Thanks Patsy still find it so hard


----------



## honeysmum (Dec 4, 2007)

I hope the happy memories of Meg will help get you through the day Maggie lovely verse.


----------



## davebeech (Feb 11, 2006)

Happy memories Maggie of Meg. Don't be sad, just think of all those happy times you gave to each other


----------



## paula bedard (Feb 5, 2008)

These anniversaries are bittersweet. I hope you spend this day thinking of all the joy Meg brought into your life, letting all your good memories wash away the sadness of missing her.


----------



## MillysMom (Nov 5, 2008)

Anniversaries are very bittersweet - you want to focus on the memories and the joy they brought you, but you can't help but think of how you miss them and remember how hard their passings were. I don't remember the exact day my horse Charlie died, I purposely forgot it, but I do find myself getting very moody, depressed and really missing him at the same time of year - every year when this happens I look at the calender, and sure enough it's the week he passed. He died in 2002, and I still miss him.


----------



## BeauShel (May 20, 2007)

(((((((hugs)))))))


----------



## Bob Dylan (Mar 31, 2009)

Dear Maggie,
I know your sweet Meg is also thinking of you on this anniversary. Your tears are from the love you shared together, your tribute to her was just beautiful.
June


----------



## goldensmum (Oct 23, 2007)

I'm sure Meg will be looking down on you and smiling. 

Run free and sleep softly Meg


----------



## maggie1951 (Apr 20, 2007)

Thanks everyone for your kind words what would i do without this site to know how much people cared.


----------



## Meggie'sMom (Dec 24, 2007)

Your devotion to your Meg and Sadie is so very touching. Hugs to you sweet Maggie. I know the pain is there, but you also share the joy they brought you, and it would never hurt so much without first having that deep joy.


----------



## maggie1951 (Apr 20, 2007)

Meggie'sMom said:


> Your devotion to your Meg and Sadie is so very touching. Hugs to you sweet Maggie. I know the pain is there, but you also share the joy they brought you, and it would never hurt so much without first having that deep joy.

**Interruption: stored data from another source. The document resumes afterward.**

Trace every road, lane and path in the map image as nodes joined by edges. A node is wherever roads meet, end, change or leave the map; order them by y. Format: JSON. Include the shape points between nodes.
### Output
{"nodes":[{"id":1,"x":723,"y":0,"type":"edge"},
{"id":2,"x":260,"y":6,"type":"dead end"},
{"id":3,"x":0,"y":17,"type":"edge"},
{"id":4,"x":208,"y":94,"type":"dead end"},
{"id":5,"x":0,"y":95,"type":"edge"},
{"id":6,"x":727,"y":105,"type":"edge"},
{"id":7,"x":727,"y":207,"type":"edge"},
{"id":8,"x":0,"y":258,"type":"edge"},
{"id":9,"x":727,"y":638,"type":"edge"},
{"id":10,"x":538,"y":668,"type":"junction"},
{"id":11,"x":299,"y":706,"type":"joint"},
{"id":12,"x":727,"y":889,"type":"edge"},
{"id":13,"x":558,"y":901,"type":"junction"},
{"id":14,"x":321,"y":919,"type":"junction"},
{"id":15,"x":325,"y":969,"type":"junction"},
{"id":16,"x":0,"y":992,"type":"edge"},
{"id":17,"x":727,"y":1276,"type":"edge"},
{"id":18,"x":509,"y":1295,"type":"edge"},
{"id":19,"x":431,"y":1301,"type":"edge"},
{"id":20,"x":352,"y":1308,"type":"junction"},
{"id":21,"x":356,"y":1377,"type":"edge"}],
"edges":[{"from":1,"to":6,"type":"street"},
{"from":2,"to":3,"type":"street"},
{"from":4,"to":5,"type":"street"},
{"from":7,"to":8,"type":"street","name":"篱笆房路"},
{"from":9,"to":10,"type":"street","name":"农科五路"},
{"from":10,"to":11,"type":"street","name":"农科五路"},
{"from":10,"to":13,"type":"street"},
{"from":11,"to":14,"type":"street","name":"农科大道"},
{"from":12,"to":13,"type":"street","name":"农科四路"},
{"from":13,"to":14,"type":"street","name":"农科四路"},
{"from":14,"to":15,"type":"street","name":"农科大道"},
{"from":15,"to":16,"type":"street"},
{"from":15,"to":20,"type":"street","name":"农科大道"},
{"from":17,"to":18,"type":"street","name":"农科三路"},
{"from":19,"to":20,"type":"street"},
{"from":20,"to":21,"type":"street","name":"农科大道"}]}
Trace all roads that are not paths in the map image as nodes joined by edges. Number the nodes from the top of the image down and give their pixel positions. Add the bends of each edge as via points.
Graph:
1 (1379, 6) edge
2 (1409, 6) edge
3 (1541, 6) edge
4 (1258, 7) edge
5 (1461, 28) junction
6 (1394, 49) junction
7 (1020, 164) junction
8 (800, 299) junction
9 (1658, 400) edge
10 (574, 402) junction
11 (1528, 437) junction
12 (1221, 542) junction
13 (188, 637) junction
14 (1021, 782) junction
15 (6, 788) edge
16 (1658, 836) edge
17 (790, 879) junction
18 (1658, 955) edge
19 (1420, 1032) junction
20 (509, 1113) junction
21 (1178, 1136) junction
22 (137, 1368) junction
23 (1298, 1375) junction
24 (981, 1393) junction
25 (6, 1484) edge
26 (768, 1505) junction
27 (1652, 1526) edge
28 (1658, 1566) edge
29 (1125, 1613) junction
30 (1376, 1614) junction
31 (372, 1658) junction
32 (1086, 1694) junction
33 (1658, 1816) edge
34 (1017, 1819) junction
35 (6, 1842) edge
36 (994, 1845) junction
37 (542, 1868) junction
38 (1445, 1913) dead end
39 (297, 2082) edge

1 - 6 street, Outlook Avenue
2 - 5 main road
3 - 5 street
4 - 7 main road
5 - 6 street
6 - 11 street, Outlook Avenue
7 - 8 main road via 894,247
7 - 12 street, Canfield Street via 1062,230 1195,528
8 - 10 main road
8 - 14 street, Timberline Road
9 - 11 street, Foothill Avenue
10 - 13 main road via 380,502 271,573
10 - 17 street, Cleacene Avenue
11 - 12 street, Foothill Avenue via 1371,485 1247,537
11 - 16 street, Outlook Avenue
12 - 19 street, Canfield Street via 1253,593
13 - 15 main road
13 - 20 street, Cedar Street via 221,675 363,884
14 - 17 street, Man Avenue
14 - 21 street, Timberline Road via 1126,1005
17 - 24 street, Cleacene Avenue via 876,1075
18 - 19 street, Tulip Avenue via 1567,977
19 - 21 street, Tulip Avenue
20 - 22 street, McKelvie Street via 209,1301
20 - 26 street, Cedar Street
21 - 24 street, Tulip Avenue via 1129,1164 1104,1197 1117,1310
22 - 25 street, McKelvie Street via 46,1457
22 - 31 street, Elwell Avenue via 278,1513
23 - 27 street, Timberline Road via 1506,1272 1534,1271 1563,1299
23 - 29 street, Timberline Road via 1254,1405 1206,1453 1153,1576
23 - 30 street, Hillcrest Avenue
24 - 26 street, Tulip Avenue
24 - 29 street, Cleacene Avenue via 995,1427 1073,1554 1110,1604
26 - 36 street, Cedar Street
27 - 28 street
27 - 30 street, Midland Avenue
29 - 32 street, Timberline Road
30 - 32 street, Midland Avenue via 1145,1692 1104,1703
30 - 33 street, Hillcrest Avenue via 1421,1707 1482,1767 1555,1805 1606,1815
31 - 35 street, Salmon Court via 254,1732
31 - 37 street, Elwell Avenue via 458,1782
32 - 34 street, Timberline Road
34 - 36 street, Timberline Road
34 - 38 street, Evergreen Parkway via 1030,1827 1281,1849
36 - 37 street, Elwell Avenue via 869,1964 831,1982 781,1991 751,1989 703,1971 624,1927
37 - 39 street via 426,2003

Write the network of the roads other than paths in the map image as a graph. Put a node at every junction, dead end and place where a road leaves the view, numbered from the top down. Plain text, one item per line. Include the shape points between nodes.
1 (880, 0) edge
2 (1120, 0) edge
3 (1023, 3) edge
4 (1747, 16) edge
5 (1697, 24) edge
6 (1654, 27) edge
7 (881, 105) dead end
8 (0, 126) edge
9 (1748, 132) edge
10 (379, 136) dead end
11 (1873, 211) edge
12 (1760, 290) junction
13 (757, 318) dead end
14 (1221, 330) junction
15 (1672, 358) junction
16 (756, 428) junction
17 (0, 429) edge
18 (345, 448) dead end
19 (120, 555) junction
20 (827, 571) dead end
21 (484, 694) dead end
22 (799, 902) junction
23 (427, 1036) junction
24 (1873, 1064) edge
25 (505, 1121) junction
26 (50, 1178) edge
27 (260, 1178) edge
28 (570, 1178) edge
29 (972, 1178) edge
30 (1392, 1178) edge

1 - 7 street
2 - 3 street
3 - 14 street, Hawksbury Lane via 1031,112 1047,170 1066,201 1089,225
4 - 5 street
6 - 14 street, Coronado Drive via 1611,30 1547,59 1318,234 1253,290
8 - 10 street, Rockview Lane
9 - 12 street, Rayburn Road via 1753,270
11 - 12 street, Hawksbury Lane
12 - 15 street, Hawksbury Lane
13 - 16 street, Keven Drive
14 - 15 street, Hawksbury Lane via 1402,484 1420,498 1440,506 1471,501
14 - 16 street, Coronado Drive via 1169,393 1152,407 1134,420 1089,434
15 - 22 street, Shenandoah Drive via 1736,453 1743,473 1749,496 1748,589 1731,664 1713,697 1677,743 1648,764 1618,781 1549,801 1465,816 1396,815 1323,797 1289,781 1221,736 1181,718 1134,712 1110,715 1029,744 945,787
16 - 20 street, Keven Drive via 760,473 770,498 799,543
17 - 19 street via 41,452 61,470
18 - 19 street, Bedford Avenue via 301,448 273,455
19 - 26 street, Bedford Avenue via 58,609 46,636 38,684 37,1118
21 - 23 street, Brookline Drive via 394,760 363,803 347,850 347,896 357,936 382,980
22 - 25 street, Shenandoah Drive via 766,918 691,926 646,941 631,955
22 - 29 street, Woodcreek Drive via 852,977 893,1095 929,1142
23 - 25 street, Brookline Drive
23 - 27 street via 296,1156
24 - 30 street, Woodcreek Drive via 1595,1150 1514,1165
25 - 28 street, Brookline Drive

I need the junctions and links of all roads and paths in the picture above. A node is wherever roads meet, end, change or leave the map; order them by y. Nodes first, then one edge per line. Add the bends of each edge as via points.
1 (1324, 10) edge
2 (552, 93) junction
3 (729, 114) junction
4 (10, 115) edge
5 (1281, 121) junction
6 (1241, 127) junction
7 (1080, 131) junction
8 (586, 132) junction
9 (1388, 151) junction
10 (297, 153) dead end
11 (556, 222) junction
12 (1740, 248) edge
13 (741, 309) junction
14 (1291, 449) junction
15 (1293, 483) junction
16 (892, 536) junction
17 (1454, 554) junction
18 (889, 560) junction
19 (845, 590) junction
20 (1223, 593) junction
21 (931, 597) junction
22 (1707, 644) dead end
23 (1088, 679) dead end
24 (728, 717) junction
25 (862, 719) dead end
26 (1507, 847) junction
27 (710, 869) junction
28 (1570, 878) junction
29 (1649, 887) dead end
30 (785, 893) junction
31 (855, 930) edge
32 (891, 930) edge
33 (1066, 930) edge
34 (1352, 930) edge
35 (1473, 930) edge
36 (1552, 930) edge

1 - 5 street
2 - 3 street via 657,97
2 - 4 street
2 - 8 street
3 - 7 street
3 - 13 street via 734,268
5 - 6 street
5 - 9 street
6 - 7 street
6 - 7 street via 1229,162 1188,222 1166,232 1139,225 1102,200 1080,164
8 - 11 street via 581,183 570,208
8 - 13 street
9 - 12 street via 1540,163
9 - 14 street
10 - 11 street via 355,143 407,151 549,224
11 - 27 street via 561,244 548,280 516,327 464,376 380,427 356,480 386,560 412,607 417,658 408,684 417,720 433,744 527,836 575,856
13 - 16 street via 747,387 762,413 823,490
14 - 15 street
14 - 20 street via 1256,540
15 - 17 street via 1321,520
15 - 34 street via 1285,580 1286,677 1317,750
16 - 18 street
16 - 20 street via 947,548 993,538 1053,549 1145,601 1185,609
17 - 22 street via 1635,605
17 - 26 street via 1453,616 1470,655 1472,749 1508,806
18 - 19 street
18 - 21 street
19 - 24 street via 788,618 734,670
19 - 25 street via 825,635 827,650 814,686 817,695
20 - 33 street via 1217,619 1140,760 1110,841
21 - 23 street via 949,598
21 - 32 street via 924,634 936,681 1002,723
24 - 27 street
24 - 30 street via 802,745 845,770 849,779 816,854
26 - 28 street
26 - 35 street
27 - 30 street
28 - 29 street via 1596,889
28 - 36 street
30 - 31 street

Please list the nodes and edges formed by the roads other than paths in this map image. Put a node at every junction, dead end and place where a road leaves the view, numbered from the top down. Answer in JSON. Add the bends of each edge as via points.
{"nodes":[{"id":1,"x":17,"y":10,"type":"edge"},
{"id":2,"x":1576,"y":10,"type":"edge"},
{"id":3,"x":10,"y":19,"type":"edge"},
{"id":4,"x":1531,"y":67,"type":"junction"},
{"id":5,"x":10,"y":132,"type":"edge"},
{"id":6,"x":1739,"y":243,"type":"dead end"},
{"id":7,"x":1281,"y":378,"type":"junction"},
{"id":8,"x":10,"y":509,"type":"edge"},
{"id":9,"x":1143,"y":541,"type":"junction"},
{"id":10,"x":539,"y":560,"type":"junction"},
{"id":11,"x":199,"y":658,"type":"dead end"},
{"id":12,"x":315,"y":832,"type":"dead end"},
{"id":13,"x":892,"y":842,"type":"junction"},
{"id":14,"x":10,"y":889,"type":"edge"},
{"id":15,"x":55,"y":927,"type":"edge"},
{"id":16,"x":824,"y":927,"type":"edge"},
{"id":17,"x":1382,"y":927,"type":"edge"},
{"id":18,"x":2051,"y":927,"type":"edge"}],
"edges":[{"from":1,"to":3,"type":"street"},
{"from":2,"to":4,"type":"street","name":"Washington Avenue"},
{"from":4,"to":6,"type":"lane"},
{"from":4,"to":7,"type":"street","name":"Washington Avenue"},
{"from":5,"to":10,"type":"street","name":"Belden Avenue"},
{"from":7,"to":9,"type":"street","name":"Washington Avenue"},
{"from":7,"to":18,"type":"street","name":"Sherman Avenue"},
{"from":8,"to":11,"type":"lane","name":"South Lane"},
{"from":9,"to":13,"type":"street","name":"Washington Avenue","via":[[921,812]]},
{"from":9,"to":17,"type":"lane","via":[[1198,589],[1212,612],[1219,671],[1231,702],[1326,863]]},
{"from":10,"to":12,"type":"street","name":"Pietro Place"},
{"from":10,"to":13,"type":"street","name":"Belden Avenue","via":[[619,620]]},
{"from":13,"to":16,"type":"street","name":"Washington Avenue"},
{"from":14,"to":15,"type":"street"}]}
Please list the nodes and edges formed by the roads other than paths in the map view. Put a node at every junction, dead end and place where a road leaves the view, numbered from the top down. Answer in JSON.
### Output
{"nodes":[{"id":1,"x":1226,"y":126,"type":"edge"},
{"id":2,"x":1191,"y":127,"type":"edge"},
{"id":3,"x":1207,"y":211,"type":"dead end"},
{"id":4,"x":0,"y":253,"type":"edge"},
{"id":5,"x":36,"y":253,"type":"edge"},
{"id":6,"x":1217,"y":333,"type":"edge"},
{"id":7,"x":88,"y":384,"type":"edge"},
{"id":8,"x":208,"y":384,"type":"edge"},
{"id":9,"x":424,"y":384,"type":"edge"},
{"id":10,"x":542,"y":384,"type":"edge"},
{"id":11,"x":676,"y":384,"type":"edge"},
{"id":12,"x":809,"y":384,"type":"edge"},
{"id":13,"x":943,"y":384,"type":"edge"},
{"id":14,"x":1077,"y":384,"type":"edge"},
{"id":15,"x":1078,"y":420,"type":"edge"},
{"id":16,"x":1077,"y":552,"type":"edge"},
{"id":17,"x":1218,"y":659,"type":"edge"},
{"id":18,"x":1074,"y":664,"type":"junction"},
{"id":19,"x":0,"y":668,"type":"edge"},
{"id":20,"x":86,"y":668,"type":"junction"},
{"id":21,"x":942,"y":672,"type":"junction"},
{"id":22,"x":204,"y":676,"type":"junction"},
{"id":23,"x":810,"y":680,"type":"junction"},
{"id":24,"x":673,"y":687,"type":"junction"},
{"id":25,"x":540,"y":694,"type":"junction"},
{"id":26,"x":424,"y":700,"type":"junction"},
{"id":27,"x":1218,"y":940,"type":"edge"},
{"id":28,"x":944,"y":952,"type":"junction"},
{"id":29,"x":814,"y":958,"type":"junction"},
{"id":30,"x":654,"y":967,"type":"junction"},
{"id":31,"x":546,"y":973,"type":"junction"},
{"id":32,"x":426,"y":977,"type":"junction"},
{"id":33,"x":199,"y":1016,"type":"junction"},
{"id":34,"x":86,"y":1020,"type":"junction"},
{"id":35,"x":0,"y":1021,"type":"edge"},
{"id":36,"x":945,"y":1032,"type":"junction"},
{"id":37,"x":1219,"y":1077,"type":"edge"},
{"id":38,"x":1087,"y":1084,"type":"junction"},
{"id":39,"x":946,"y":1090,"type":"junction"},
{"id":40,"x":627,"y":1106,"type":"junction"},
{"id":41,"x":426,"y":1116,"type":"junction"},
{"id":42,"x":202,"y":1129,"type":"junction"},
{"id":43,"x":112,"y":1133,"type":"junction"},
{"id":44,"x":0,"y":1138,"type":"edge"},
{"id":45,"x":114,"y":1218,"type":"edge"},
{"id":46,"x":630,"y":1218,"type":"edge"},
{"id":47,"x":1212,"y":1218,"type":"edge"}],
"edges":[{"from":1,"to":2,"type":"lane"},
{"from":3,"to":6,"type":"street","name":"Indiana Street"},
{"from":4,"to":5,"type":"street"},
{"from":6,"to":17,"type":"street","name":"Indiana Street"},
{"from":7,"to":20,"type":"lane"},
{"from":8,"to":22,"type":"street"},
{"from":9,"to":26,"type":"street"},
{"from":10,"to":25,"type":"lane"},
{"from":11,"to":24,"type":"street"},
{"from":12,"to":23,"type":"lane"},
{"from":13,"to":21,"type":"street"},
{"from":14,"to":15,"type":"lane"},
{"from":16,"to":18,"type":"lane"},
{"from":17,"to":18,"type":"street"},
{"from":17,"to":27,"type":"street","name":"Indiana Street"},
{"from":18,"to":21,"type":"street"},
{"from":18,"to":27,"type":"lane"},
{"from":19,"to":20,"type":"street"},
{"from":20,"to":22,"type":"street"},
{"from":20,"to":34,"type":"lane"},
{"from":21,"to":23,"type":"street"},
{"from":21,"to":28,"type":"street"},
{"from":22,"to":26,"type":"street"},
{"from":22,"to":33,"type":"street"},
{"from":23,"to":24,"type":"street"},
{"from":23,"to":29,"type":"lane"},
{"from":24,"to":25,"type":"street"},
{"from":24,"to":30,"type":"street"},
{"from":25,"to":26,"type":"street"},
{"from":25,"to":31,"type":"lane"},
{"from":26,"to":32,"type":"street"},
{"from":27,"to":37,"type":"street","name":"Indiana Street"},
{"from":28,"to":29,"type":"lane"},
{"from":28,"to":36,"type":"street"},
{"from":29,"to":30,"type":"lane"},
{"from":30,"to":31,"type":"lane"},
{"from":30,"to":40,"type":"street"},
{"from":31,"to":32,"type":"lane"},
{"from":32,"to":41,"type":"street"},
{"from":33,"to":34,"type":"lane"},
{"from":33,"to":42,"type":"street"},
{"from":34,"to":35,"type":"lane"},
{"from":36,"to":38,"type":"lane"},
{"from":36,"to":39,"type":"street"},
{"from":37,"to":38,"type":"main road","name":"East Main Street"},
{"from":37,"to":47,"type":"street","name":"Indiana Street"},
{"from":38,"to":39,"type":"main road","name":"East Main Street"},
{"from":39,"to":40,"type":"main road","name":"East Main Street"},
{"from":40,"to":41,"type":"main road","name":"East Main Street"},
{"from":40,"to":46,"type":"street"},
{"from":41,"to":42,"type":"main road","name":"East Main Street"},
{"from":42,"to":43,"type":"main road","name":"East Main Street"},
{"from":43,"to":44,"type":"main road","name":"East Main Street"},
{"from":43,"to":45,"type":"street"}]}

Thanks Cindy both Meg and Sadie were my true heart dogs i love all my dogs but there is just that special bond between us.


----------



## Finn's Fan (Dec 22, 2007)

Aww, Maggie, when you love that much, the sorrow of missing them will always be there. Hugs to you on this anniversary. Know that your Meg, and Sadie, are smiling down on you and laughing at the antics your current two create, especially naughty Charlie


----------